[Data records]
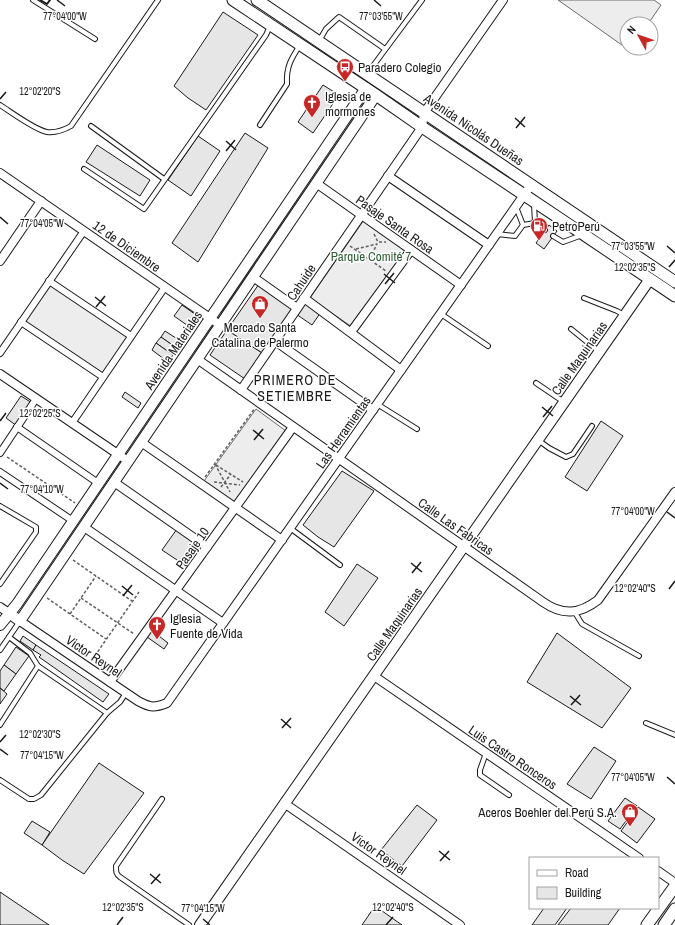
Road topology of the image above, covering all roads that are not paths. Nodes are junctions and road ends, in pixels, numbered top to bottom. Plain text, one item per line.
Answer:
1 (33, 0) edge
2 (158, 0) edge
3 (233, 0) edge
4 (257, 0) edge
5 (422, 0) edge
6 (503, 0) edge
7 (271, 25) junction
8 (94, 39) dead end
9 (318, 41) junction
10 (300, 45) junction
11 (385, 49) junction
12 (367, 74) junction
13 (366, 88) junction
14 (376, 95) junction
15 (0, 105) edge
16 (424, 113) junction
17 (260, 125) dead end
18 (91, 126) dead end
19 (422, 127) junction
20 (84, 168) dead end
21 (0, 173) edge
22 (388, 176) junction
23 (164, 179) junction
24 (316, 183) junction
25 (531, 185) junction
26 (524, 195) junction
27 (41, 201) junction
28 (534, 201) junction
29 (516, 207) junction
30 (362, 215) junction
31 (535, 223) junction
32 (523, 225) junction
33 (596, 228) junction
34 (545, 230) dead end
35 (84, 231) junction
36 (497, 234) junction
37 (553, 236) dead end
38 (586, 236) junction
39 (489, 246) junction
40 (410, 250) junction
41 (0, 261) edge
42 (253, 277) junction
43 (650, 279) junction
44 (49, 281) junction
45 (675, 282) edge
46 (461, 285) junction
47 (165, 287) junction
48 (675, 296) edge
49 (304, 298) junction
50 (584, 298) dead end
51 (297, 308) junction
52 (441, 314) junction
53 (624, 316) junction
54 (210, 318) junction
55 (21, 322) junction
56 (220, 325) junction
57 (572, 329) dead end
58 (351, 332) junction
59 (131, 336) junction
60 (275, 341) junction
61 (488, 346) dead end
62 (600, 351) junction
63 (0, 353) edge
64 (197, 359) junction
65 (401, 370) junction
66 (0, 374) edge
67 (103, 377) junction
68 (536, 383) dead end
69 (241, 390) junction
70 (36, 399) junction
71 (564, 402) junction
72 (375, 407) junction
73 (72, 423) junction
74 (592, 426) dead end
75 (17, 427) junction
76 (293, 427) junction
77 (417, 429) dead end
78 (538, 440) junction
79 (141, 442) junction
80 (0, 453) edge
81 (118, 454) junction
82 (339, 459) junction
83 (128, 461) junction
84 (0, 472) edge
85 (114, 482) junction
86 (98, 484) junction
87 (675, 492) edge
88 (0, 506) edge
89 (236, 506) junction
90 (73, 521) junction
91 (84, 527) junction
92 (290, 528) junction
93 (282, 540) junction
94 (464, 546) junction
95 (207, 547) junction
96 (340, 566) dead end
97 (0, 584) edge
98 (176, 590) junction
99 (0, 607) edge
100 (574, 612) junction
101 (9, 614) junction
102 (20, 621) junction
103 (224, 623) junction
104 (0, 625) edge
105 (9, 638) junction
106 (0, 650) edge
107 (639, 656) dead end
108 (38, 666) junction
109 (374, 676) junction
110 (110, 682) junction
111 (126, 693) junction
112 (174, 693) joint
113 (107, 713) junction
114 (646, 723) dead end
115 (0, 725) edge
116 (675, 735) edge
117 (486, 753) junction
118 (0, 780) edge
119 (509, 795) dead end
120 (162, 799) dead end
121 (284, 803) junction
122 (638, 857) edge
123 (659, 872) edge
124 (675, 884) edge
125 (659, 908) edge
126 (659, 909) edge
127 (675, 909) edge
128 (189, 925) edge
129 (200, 925) edge
130 (460, 925) edge
131 (648, 925) edge
132 (664, 925) edge

1 - 8 lane
2 - 15 lane
3 - 7 main road, Avenida Nicolás Dueñas
4 - 9 main road, Avenida Nicolás Dueñas
5 - 11 lane
6 - 16 street
7 - 10 main road, Avenida Nicolás Dueñas
7 - 23 lane
9 - 11 lane
9 - 12 main road, Avenida Nicolás Dueñas
10 - 13 main road, Avenida Nicolás Dueñas
10 - 17 lane
11 - 12 lane
12 - 16 main road, Avenida Nicolás Dueñas
13 - 14 main road, Avenida Nicolás Dueñas
13 - 54 street, Avenida Materiales
14 - 19 main road, Avenida Nicolás Dueñas
14 - 24 street, Avenida Materiales
16 - 19 street
16 - 25 main road, Avenida Nicolás Dueñas
18 - 23 lane
19 - 22 street, Cahuide
19 - 26 main road, Avenida Nicolás Dueñas
20 - 23 lane
21 - 27 street, 12 de Diciembre
22 - 30 street, Cahuide
22 - 39 street
24 - 30 street, Pasaje Santa Rosa
24 - 42 street, Avenida Materiales
25 - 26 street, Las Herramientas
25 - 33 main road, Avenida Nicolás Dueñas
26 - 28 main road, Avenida Nicolás Dueñas
26 - 29 street, Las Herramientas
27 - 35 street, 12 de Diciembre
27 - 41 street
28 - 31 lane
28 - 38 main road, Avenida Nicolás Dueñas
29 - 32 lane
29 - 36 street, Las Herramientas
30 - 40 street, Pasaje Santa Rosa
30 - 49 street, Cahuide
31 - 32 lane
31 - 34 lane
32 - 36 lane
33 - 38 main road
33 - 45 main road, Avenida Nicolás Dueñas
35 - 44 street
35 - 47 street, 12 de Diciembre
36 - 39 street, Las Herramientas
37 - 38 lane
38 - 43 main road, Avenida Nicolás Dueñas
39 - 46 street, Las Herramientas
40 - 46 street, Pasaje Santa Rosa
40 - 58 street
42 - 51 street
42 - 56 street, Avenida Materiales
43 - 48 main road, Avenida Nicolás Dueñas
43 - 53 street, Calle Maquinarias
44 - 55 street
44 - 59 street
46 - 52 street, Las Herramientas
47 - 54 street, 12 de Diciembre
47 - 59 street
49 - 51 street, Cahuide
49 - 58 street
50 - 53 lane
51 - 60 street, Cahuide
52 - 61 lane
52 - 65 street, Las Herramientas
53 - 62 street, Calle Maquinarias
54 - 56 street, 12 de Diciembre
54 - 81 street, Avenida Materiales
55 - 63 street
55 - 67 street
56 - 64 street, Avenida Materiales
57 - 62 lane
58 - 65 street
59 - 67 street
60 - 69 street, Cahuide
60 - 72 street
62 - 71 street, Calle Maquinarias
64 - 69 street, Calle Las Fabricas
64 - 79 street, Avenida Materiales
65 - 72 street, Las Herramientas
66 - 70 street
67 - 73 street
68 - 71 lane
69 - 76 street, Calle Las Fabricas
70 - 73 street
70 - 75 street
71 - 78 street, Calle Maquinarias
72 - 77 lane
72 - 82 street, Las Herramientas
73 - 81 street
74 - 78 lane
75 - 80 street
75 - 86 street
76 - 82 street, Calle Las Fabricas
76 - 89 street, Pasaje 10
78 - 94 street, Calle Maquinarias
79 - 83 street, Avenida Materiales
79 - 89 street
81 - 83 street
81 - 86 street, Avenida Materiales
82 - 92 street, Las Herramientas
82 - 94 street, Calle Las Fabricas
83 - 85 street, Avenida Materiales
84 - 90 street
85 - 91 street, Avenida Materiales
85 - 95 street
86 - 90 street, Avenida Materiales
87 - 100 street
88 - 97 lane
89 - 93 street
89 - 95 street, Pasaje 10
90 - 101 street, Avenida Materiales
91 - 98 street
91 - 102 street, Avenida Materiales
92 - 93 street, Las Herramientas
92 - 96 lane
93 - 103 street, Las Herramientas
94 - 100 street, Calle Las Fabricas
94 - 109 street, Calle Maquinarias
95 - 98 street, Pasaje 10
98 - 103 street
98 - 110 street, Pasaje 10
99 - 101 street, Victor Reynel
100 - 107 lane
101 - 102 street, Victor Reynel
101 - 104 street, Avenida Materiales
102 - 105 lane
102 - 110 street, Victor Reynel
103 - 112 street, Las Herramientas
105 - 106 lane
105 - 108 lane
108 - 113 lane
108 - 115 lane
109 - 117 street, Luis Castro Ronceros
109 - 121 street, Calle Maquinarias
110 - 111 street, Victor Reynel
111 - 112 street, Victor Reynel
111 - 113 lane
113 - 118 lane
114 - 116 lane
117 - 119 lane
117 - 122 street, Luis Castro Ronceros
120 - 128 lane
121 - 129 street, Calle Maquinarias
121 - 130 street, Victor Reynel
123 - 124 street
124 - 125 main road
126 - 131 main road
127 - 132 main road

**ACTIVITY:**
Only lines with the word "Luis" count here; copy every one from the records.

**RESULT FOR THIS EXERCISE:**
109 - 117 street, Luis Castro Ronceros
117 - 122 street, Luis Castro Ronceros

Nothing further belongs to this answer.